Corn Revenue, Costs and Returns, Trends and Implications for Ethanol Profitability

Posted on 04/10/2014 at 12:00 AM by Christa Hartsook

Blog article written by Don Hofstrand, retired ag economist and co-author of the AgMRC Renewable Energy & Climate Change newsletter. dhof@iastate.edu

Over the last several years the rapidly expanding market for ethanol has increased the demand for corn resulting in an increase in corn price.  During this same time period the cost of producing corn has risen substantially.  Currently, it appears as though a saturated ethanol market may result in excess supplies of corn.  We looked at the increase in corn production cost and how the saturation of the ethanol market may impact the profitability of the ethanol supply chain and how these profits may be distributed between corn farmer and ethanol producer. See our full analysis in this month’s Renewable Energy & Climate Change newsletter and a few highlights below.

Substantial uncertainty surrounds ethanol selling price and net returns to the ethanol supply chain over the next several years.  However, rising corn production cost is taking a larger slice of the revenue of ethanol production.  Where these costs will trend in the future is uncertain. Although energy prices may soften, interest rates are expected to strengthen.  With continued improvement in genetics, seed cost may continue to rise, but the rise may be offset by higher yields. 

What we know for certain is that corn selling price needs to stay relatively strong relative to historic levels to continue to generate farm operator net returns from the marketplace.  But if lagging ethanol demand cannot continue to mop up excess corn supplies, corn prices may drop below the cost of production.  If this happens, there will be considerable downward pressure on production costs.  A portion of the cost decline may occur in production inputs such as fertilizer, seeds, etc., but these costs are not very responsive to poor farmer profitability (losses).  The major portion of the adjustment will need to come in the form of lower cropland rental rates.  A major question is how quickly cropland rental rates will adjust downward.  

Lower corn prices will shift ethanol supply chain profits away from the corn farmer to the ethanol producer.  This is good news for the ethanol producer.  But this assumes that ethanol supply chain profitability will stay strong.  If corn price declines, distillers grains price will also decline, lowering the ethanol producer’s revenue stream.  More importantly, if retail gasoline prices decline or corn starch ethanol demand fails to increase, ethanol prices will also decline.  From two to four percent of the ethanol blended with gasoline is used as an octane enhancer.  The additional amount, up to the ten percent blend (15 percent is allowed but not widely used for newer vehicles), is a direct substitute for gasoline.

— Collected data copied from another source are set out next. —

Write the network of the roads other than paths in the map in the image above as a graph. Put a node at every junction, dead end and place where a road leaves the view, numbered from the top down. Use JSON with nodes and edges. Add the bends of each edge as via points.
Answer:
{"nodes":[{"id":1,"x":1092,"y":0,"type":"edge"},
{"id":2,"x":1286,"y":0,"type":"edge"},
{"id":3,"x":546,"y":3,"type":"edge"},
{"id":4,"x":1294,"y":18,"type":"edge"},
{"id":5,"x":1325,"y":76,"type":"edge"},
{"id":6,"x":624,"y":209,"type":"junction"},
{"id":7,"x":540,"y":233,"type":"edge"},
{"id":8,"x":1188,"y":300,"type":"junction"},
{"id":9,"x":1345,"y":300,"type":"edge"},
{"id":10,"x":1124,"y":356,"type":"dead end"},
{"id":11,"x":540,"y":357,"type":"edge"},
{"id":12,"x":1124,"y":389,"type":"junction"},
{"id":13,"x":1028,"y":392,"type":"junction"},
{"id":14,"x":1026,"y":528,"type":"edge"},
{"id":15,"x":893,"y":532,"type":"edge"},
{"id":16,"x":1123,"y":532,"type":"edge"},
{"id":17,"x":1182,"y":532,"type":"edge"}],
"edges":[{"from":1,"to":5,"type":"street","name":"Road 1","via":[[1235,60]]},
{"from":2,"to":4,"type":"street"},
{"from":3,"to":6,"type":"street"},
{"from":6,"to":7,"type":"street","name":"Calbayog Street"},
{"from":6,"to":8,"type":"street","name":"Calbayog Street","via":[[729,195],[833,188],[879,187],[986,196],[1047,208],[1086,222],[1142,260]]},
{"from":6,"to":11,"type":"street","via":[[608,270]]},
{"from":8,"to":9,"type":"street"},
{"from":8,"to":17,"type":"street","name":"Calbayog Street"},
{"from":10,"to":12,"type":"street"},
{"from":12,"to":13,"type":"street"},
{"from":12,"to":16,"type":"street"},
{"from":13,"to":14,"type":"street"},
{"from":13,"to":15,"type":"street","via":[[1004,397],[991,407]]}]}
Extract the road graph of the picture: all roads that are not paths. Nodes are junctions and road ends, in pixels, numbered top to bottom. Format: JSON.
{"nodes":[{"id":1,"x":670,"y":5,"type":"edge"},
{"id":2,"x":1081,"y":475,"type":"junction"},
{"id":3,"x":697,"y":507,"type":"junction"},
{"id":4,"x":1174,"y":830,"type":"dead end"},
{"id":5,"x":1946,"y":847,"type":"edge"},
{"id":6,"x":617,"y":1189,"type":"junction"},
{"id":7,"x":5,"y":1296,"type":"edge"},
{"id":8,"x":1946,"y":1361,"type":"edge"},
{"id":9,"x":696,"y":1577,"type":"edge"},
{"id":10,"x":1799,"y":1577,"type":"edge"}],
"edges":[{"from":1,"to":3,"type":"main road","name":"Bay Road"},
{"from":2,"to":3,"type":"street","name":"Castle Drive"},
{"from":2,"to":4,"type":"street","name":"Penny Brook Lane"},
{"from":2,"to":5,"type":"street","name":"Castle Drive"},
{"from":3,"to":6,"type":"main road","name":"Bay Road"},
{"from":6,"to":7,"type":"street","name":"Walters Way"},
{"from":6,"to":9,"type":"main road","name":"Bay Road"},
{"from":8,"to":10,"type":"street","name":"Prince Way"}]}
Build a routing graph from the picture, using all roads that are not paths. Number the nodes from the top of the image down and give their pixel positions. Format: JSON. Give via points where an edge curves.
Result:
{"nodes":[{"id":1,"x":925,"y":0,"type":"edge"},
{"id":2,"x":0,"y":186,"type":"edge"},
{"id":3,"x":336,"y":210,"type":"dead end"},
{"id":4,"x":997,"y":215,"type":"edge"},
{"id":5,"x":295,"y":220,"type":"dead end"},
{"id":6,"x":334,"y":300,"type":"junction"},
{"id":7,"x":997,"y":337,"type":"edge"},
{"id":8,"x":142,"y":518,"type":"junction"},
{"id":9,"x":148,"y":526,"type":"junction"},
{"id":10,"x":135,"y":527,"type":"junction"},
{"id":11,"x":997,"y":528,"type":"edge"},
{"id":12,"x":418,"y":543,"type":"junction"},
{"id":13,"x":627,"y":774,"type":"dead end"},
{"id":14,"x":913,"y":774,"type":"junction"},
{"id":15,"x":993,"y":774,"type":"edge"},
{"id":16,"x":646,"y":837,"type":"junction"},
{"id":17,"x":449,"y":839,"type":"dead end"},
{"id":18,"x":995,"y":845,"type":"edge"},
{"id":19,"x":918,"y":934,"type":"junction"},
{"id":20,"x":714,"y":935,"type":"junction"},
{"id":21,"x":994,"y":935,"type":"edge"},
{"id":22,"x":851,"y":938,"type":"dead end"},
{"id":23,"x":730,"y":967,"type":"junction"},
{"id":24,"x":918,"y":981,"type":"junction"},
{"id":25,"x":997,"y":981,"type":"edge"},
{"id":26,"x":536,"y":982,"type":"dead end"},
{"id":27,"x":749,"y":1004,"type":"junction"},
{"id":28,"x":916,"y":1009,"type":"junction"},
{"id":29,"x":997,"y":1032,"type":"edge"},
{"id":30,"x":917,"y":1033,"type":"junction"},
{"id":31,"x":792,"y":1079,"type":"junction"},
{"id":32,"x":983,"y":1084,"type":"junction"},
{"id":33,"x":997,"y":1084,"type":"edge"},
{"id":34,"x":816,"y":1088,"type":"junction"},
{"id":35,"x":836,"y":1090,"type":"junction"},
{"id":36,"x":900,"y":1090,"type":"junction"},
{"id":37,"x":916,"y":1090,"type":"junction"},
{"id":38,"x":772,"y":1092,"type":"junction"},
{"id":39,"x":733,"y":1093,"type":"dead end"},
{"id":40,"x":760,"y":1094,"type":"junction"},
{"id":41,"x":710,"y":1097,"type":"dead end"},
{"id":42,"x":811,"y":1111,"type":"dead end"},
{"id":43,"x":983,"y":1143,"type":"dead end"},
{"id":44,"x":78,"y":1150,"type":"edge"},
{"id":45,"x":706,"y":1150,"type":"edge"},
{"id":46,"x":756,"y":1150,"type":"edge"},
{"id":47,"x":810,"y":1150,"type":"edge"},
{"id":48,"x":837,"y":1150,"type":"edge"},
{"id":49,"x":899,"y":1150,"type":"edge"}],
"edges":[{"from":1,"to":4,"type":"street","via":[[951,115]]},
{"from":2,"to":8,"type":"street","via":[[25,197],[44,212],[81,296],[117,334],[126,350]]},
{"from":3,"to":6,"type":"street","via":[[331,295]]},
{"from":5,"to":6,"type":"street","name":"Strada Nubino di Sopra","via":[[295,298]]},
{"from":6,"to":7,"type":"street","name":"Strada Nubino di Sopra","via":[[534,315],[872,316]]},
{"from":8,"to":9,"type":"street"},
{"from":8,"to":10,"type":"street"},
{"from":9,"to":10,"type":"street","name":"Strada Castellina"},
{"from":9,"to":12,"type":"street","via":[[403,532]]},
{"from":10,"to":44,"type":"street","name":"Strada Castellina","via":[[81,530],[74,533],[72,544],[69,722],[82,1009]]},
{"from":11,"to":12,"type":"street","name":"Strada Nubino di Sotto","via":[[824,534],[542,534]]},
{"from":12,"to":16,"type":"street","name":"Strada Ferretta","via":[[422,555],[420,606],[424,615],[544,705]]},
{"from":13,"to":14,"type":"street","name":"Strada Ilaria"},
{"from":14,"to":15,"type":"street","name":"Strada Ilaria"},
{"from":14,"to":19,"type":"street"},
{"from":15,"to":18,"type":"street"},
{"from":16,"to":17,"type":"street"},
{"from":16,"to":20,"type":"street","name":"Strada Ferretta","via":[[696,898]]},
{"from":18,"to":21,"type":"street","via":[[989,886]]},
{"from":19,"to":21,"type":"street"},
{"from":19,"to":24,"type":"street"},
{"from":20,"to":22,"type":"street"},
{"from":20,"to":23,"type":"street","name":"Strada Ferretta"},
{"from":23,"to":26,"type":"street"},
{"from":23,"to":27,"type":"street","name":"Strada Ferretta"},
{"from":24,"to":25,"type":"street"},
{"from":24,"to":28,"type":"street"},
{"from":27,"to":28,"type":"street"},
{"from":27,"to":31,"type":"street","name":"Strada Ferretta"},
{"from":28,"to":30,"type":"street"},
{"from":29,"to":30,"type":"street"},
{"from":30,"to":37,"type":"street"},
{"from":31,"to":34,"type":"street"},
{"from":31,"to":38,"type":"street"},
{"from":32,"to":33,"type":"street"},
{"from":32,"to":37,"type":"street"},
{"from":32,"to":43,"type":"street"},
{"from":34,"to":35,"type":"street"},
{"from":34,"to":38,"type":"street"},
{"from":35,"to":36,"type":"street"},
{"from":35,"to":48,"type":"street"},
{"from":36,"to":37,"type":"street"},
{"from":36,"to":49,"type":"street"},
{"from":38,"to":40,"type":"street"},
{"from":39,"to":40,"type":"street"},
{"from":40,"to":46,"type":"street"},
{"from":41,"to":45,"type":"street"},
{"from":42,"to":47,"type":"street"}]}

Even if retail gasoline prices don’t decline, ethanol prices may decline.   In early 2006, ethanol prices were about 80 percent of the price of gasoline.  By early 2014, with the domestic ethanol market nearly saturated, ethanol prices in Iowa plants were about 58 percent of retail gasoline prices.  Whether ethanol prices will weaken further relative to gasoline in the next few years will depend heavily on whether the domestic market can be expanded beyond the current blend-wall saturation level.   With the expected emergence of cellulosic ethanol production and increasing government mandates for its use, shrinkage of the corn starch ethanol market is an additional factor that may affect total returns and profits shown here.

A potential ethanol floor price could develop at the price point where E85 ethanol blend becomes competitive with gasoline.  Because ethanol only contains about two-thirds the energy value of gasoline, E85 price needs to be discounted about 30 percent below gasoline price.  If that point is reached, E85 will be competitive with gasoline based on energy content.  But few gasoline retailers currently offer E85 and few motor vehicles are equipped to utilize E85 (flex fuel vehicles).  It would probably require an extended period of time with E85 prices discounted below gasoline on an energy content basis (more than the 30 percent discount above) before gasoline retailers would begin offering E85 and consumers would consider modifying their motor vehicles for E85 consumption.